Internationally successful fashion designer Anna Ruohonen won the esteemed Kaj Franck Design Prize.
Anna Ruohonen has been awarded with the Kaj Franck Design Prize handed out annually by Design Forum Finland. The prize was established in 1992, and it is one of the most esteemed design awards in Finland. Its receiver is decided by a selected jury.
“Over the years, the prize has been given to great Finnish designers. It feels incredible to be included in that group,” Ruohonen says.
The fashion designer is currently based in Paris and works for her own Anna Ruohonen brand. In addition to her own collections, she has worked in various design projects, creating jewellery for Aarikka, fabrics and prints for several textile companies and costumes for theatre and film projects in France, for example.
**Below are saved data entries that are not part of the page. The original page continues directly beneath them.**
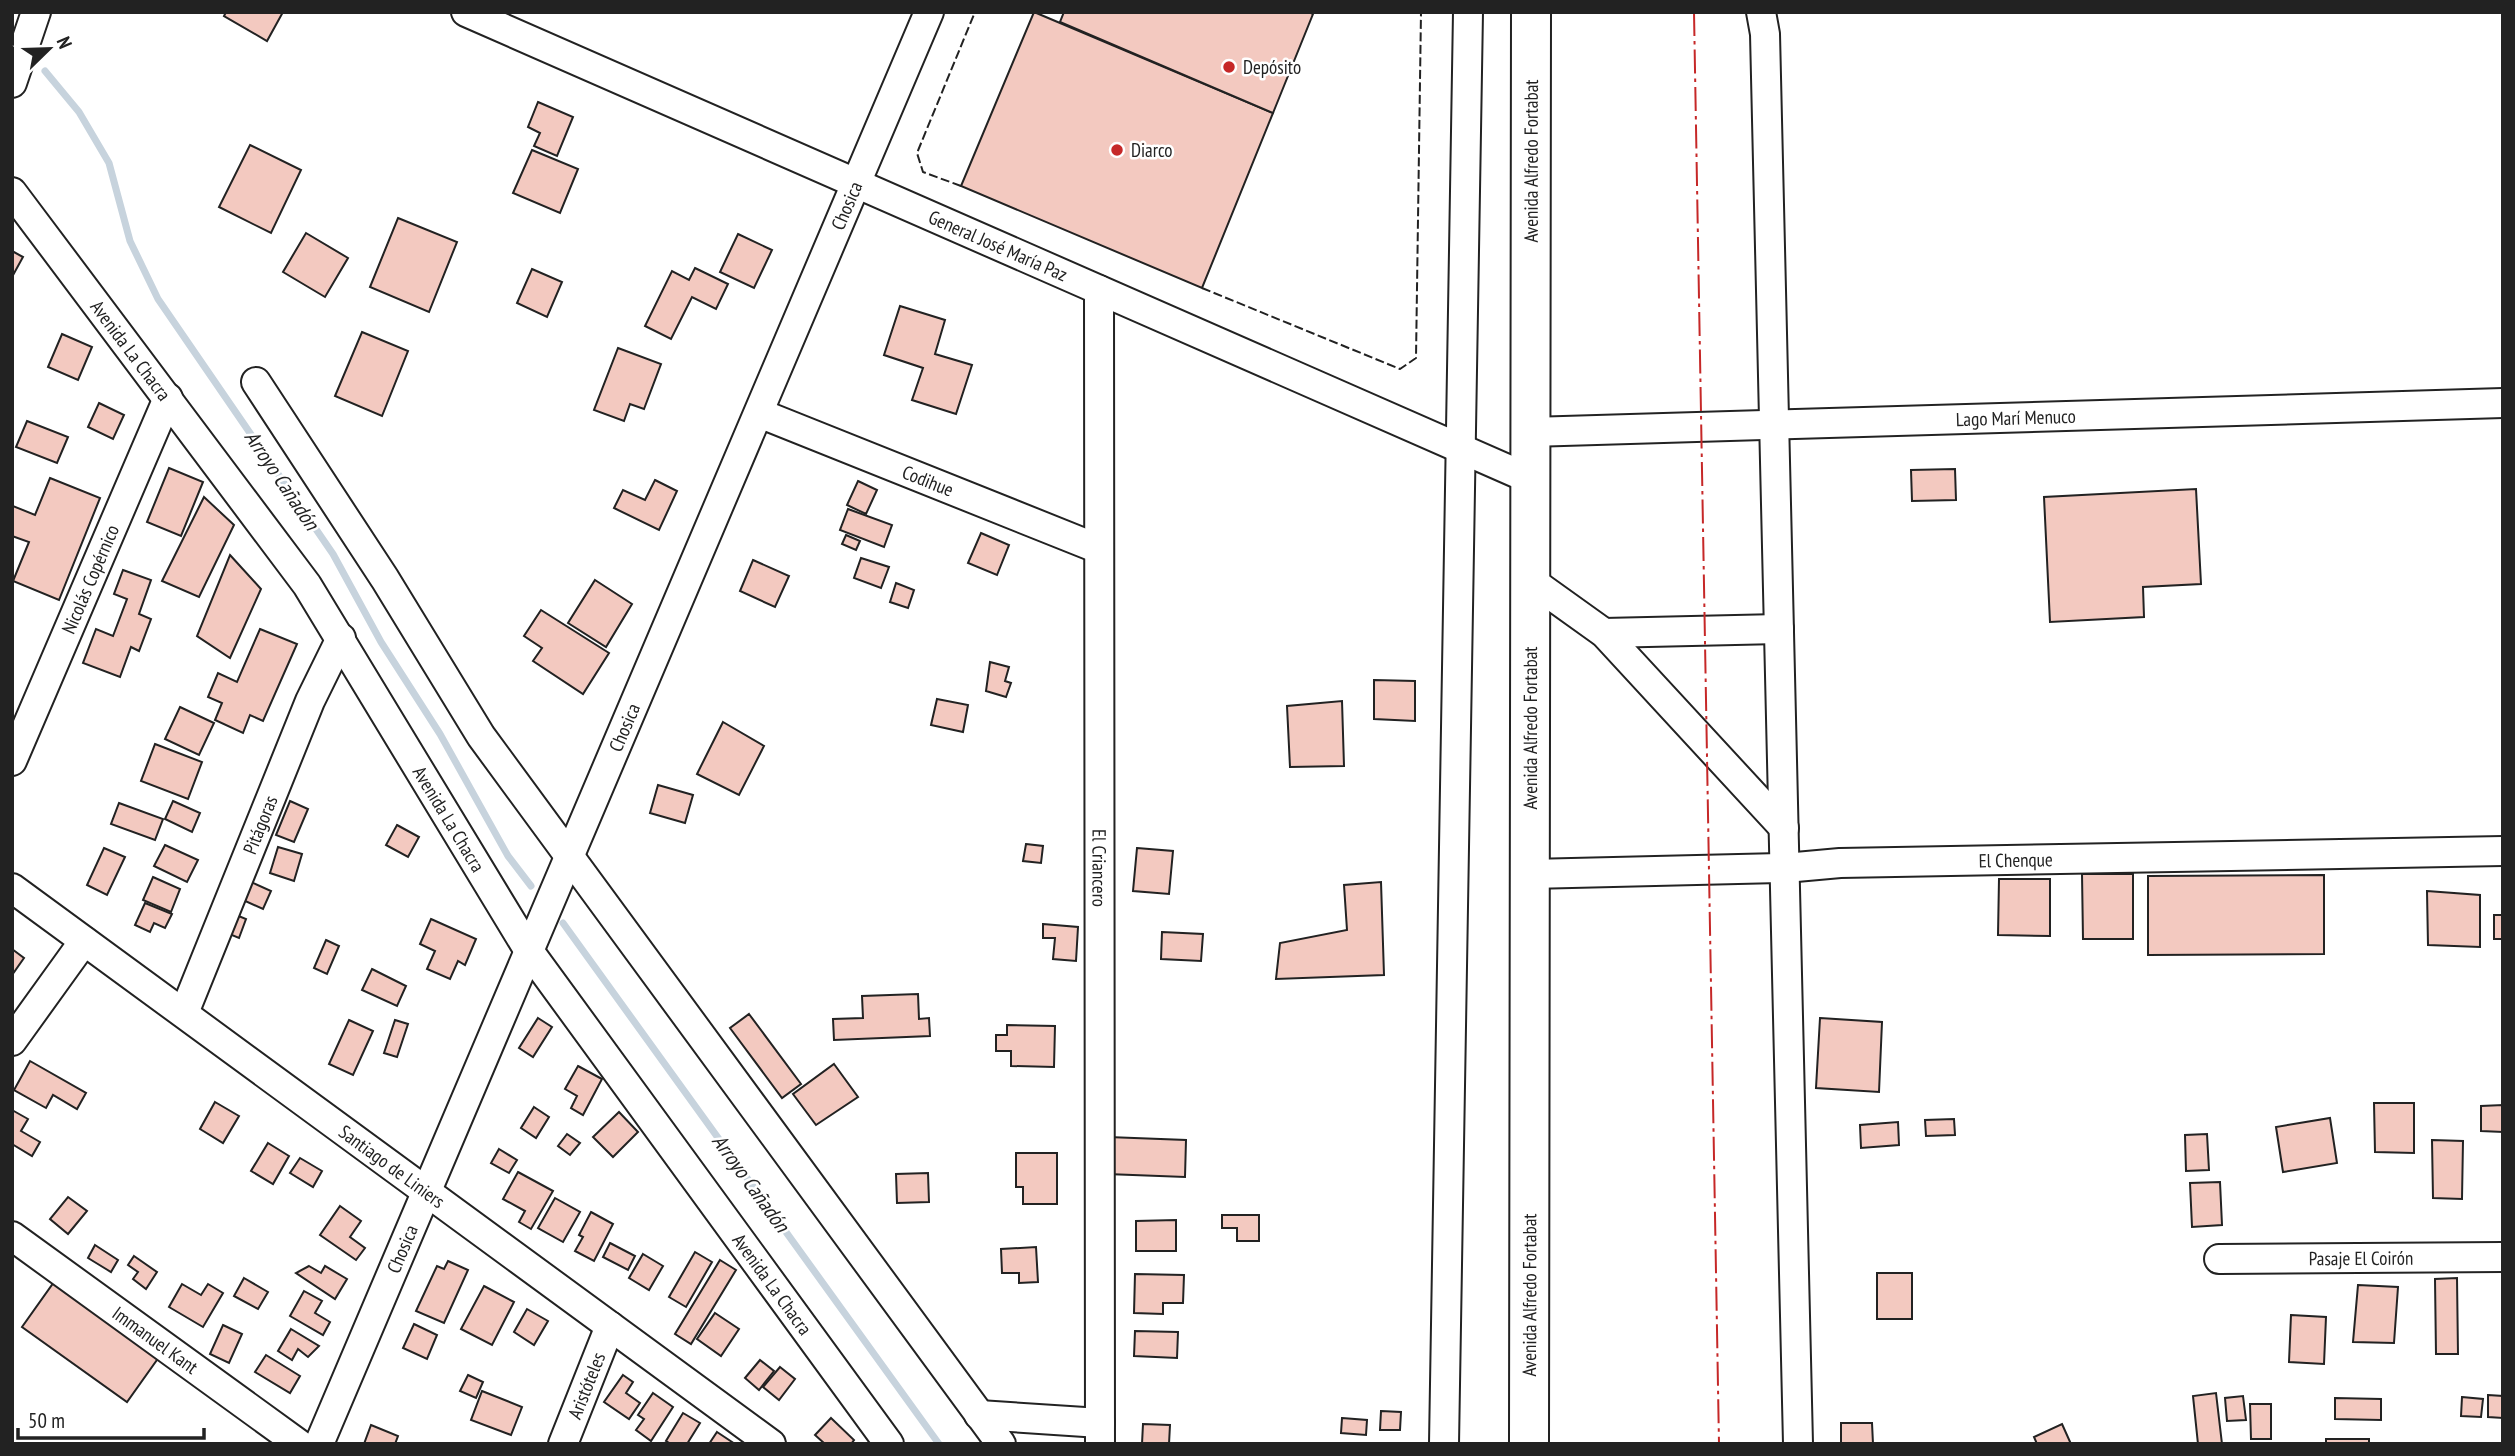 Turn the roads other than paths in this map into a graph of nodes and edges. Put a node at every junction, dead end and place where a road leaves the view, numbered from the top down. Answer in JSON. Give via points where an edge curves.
{"nodes":[{"id":1,"x":36,"y":12,"type":"edge"},
{"id":2,"x":466,"y":12,"type":"edge"},
{"id":3,"x":929,"y":12,"type":"edge"},
{"id":4,"x":1468,"y":12,"type":"edge"},
{"id":5,"x":1531,"y":12,"type":"edge"},
{"id":6,"x":1760,"y":12,"type":"edge"},
{"id":7,"x":12,"y":83,"type":"edge"},
{"id":8,"x":856,"y":183,"type":"junction"},
{"id":9,"x":12,"y":192,"type":"edge"},
{"id":10,"x":1099,"y":290,"type":"junction"},
{"id":11,"x":256,"y":382,"type":"dead end"},
{"id":12,"x":168,"y":398,"type":"junction"},
{"id":13,"x":2503,"y":403,"type":"edge"},
{"id":14,"x":759,"y":412,"type":"junction"},
{"id":15,"x":1774,"y":425,"type":"junction"},
{"id":16,"x":1530,"y":432,"type":"junction"},
{"id":17,"x":1458,"y":447,"type":"junction"},
{"id":18,"x":1530,"y":479,"type":"junction"},
{"id":19,"x":1099,"y":549,"type":"junction"},
{"id":20,"x":1530,"y":580,"type":"junction"},
{"id":21,"x":1779,"y":629,"type":"junction"},
{"id":22,"x":1604,"y":633,"type":"junction"},
{"id":23,"x":341,"y":638,"type":"junction"},
{"id":24,"x":12,"y":761,"type":"edge"},
{"id":25,"x":1784,"y":828,"type":"junction"},
{"id":26,"x":2503,"y":851,"type":"edge"},
{"id":27,"x":569,"y":857,"type":"junction"},
{"id":28,"x":1785,"y":868,"type":"junction"},
{"id":29,"x":1530,"y":874,"type":"junction"},
{"id":30,"x":12,"y":888,"type":"edge"},
{"id":31,"x":84,"y":941,"type":"junction"},
{"id":32,"x":529,"y":951,"type":"junction"},
{"id":33,"x":184,"y":1013,"type":"junction"},
{"id":34,"x":12,"y":1041,"type":"edge"},
{"id":35,"x":426,"y":1193,"type":"junction"},
{"id":36,"x":12,"y":1236,"type":"edge"},
{"id":37,"x":2503,"y":1256,"type":"edge"},
{"id":38,"x":2219,"y":1259,"type":"dead end"},
{"id":39,"x":610,"y":1326,"type":"junction"},
{"id":40,"x":979,"y":1415,"type":"junction"},
{"id":41,"x":1100,"y":1433,"type":"edge"},
{"id":42,"x":299,"y":1444,"type":"edge"},
{"id":43,"x":319,"y":1444,"type":"edge"},
{"id":44,"x":563,"y":1444,"type":"edge"},
{"id":45,"x":771,"y":1444,"type":"edge"},
{"id":46,"x":889,"y":1444,"type":"edge"},
{"id":47,"x":1001,"y":1444,"type":"edge"},
{"id":48,"x":1444,"y":1444,"type":"edge"},
{"id":49,"x":1529,"y":1444,"type":"edge"},
{"id":50,"x":1798,"y":1444,"type":"edge"}],
"edges":[{"from":1,"to":7,"type":"street"},
{"from":2,"to":8,"type":"street","name":"General José María Paz"},
{"from":3,"to":8,"type":"street","name":"Chosica"},
{"from":4,"to":17,"type":"street"},
{"from":5,"to":16,"type":"highway","name":"Avenida Alfredo Fortabat"},
{"from":6,"to":15,"type":"street","via":[[1765,34]]},
{"from":8,"to":10,"type":"street","name":"General José María Paz"},
{"from":8,"to":14,"type":"street","name":"Chosica"},
{"from":9,"to":12,"type":"street","name":"Avenida La Chacra"},
{"from":10,"to":17,"type":"street","name":"General José María Paz"},
{"from":10,"to":19,"type":"street","name":"El Criancero"},
{"from":11,"to":27,"type":"street","via":[[481,736]]},
{"from":12,"to":23,"type":"street","name":"Avenida La Chacra"},
{"from":12,"to":24,"type":"street","name":"Nicolás Copérnico"},
{"from":13,"to":15,"type":"street","name":"Lago Marí Menuco"},
{"from":14,"to":19,"type":"street","name":"Codihue"},
{"from":14,"to":27,"type":"street","name":"Chosica"},
{"from":15,"to":16,"type":"street","name":"Lago Marí Menuco"},
{"from":15,"to":21,"type":"street"},
{"from":16,"to":18,"type":"highway","name":"Avenida Alfredo Fortabat"},
{"from":17,"to":18,"type":"street","name":"General José María Paz"},
{"from":17,"to":48,"type":"street"},
{"from":18,"to":20,"type":"highway","name":"Avenida Alfredo Fortabat"},
{"from":19,"to":41,"type":"street","name":"El Criancero"},
{"from":20,"to":22,"type":"street"},
{"from":20,"to":29,"type":"highway","name":"Avenida Alfredo Fortabat"},
{"from":21,"to":22,"type":"street"},
{"from":21,"to":25,"type":"street"},
{"from":22,"to":25,"type":"street"},
{"from":23,"to":32,"type":"street","name":"Avenida La Chacra"},
{"from":23,"to":33,"type":"street","name":"Pitágoras","via":[[310,701]]},
{"from":25,"to":28,"type":"street"},
{"from":26,"to":28,"type":"street","name":"El Chenque","via":[[1840,863]]},
{"from":27,"to":32,"type":"street","name":"Chosica"},
{"from":27,"to":40,"type":"street"},
{"from":28,"to":29,"type":"street","name":"El Chenque"},
{"from":28,"to":50,"type":"street"},
{"from":29,"to":49,"type":"highway","name":"Avenida Alfredo Fortabat"},
{"from":30,"to":31,"type":"street","name":"Santiago de Liniers"},
{"from":31,"to":33,"type":"street","name":"Santiago de Liniers"},
{"from":31,"to":34,"type":"street"},
{"from":32,"to":35,"type":"street","name":"Chosica"},
{"from":32,"to":46,"type":"street","name":"Avenida La Chacra"},
{"from":33,"to":35,"type":"street","name":"Santiago de Liniers"},
{"from":35,"to":39,"type":"street","name":"Santiago de Liniers"},
{"from":35,"to":43,"type":"street","name":"Chosica"},
{"from":36,"to":42,"type":"street","name":"Immanuel Kant"},
{"from":37,"to":38,"type":"street","name":"Pasaje El Coirón"},
{"from":39,"to":44,"type":"street","name":"Aristóteles"},
{"from":39,"to":45,"type":"street","name":"Santiago de Liniers"},
{"from":40,"to":41,"type":"street"},
{"from":40,"to":47,"type":"street"}]}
The Kaj Franck Design Prize is awarded to a designer or team of designers innovatively creating industrially made products. Active involvement in a field of applied arts and unique designs are considered particular merits. The prize is awarded on the basis of the whole oeuvre of a Finnish designer or team, or one that resides or works in Finland.
Ruohonen celebrates a career of 20 years this year. She says hers has been a career full of coincidences, strokes of luck and amazing encounters.
“This journey has involved a huge amount of work, plenty of pain and tears, uphill struggles and downhill slides. An ardent passion for creativity and making has always pushed me forward,” states Ruohonen.
Nordic minimalism combined with French elegance
The purpose of the design prize is to highlight the key principles of Kaj Franck’s production of functional, beautiful and useful objects for daily life. Ruohonen says her products combine Nordic minimalism with French elegance.
“More than 20 years in Paris have influenced my work, but minimalism is deeply embedded in it. In essence, I am a Finnish designer,” Ruohonen says.
The sum of the prize is 10,000 euros, and it includes the Kaj Franck Medal designed by Tapio Junno and a prize exhibition at Design Forum Finland premises. Through the exhibition Ruohonen wants to show her way of thinking, designing and doing. It consists of two parts.
“The exhibition presents my studio in Paris because the space plays an essential role in my work. My other theme is my very personal colour palette,” Ruohonen explains.
She says that the texts describing her career, thoughts and decisive values form another important element of the exhibition. Her objective is to create everyday beauty by designing ethically produced, close-fitting, quality items.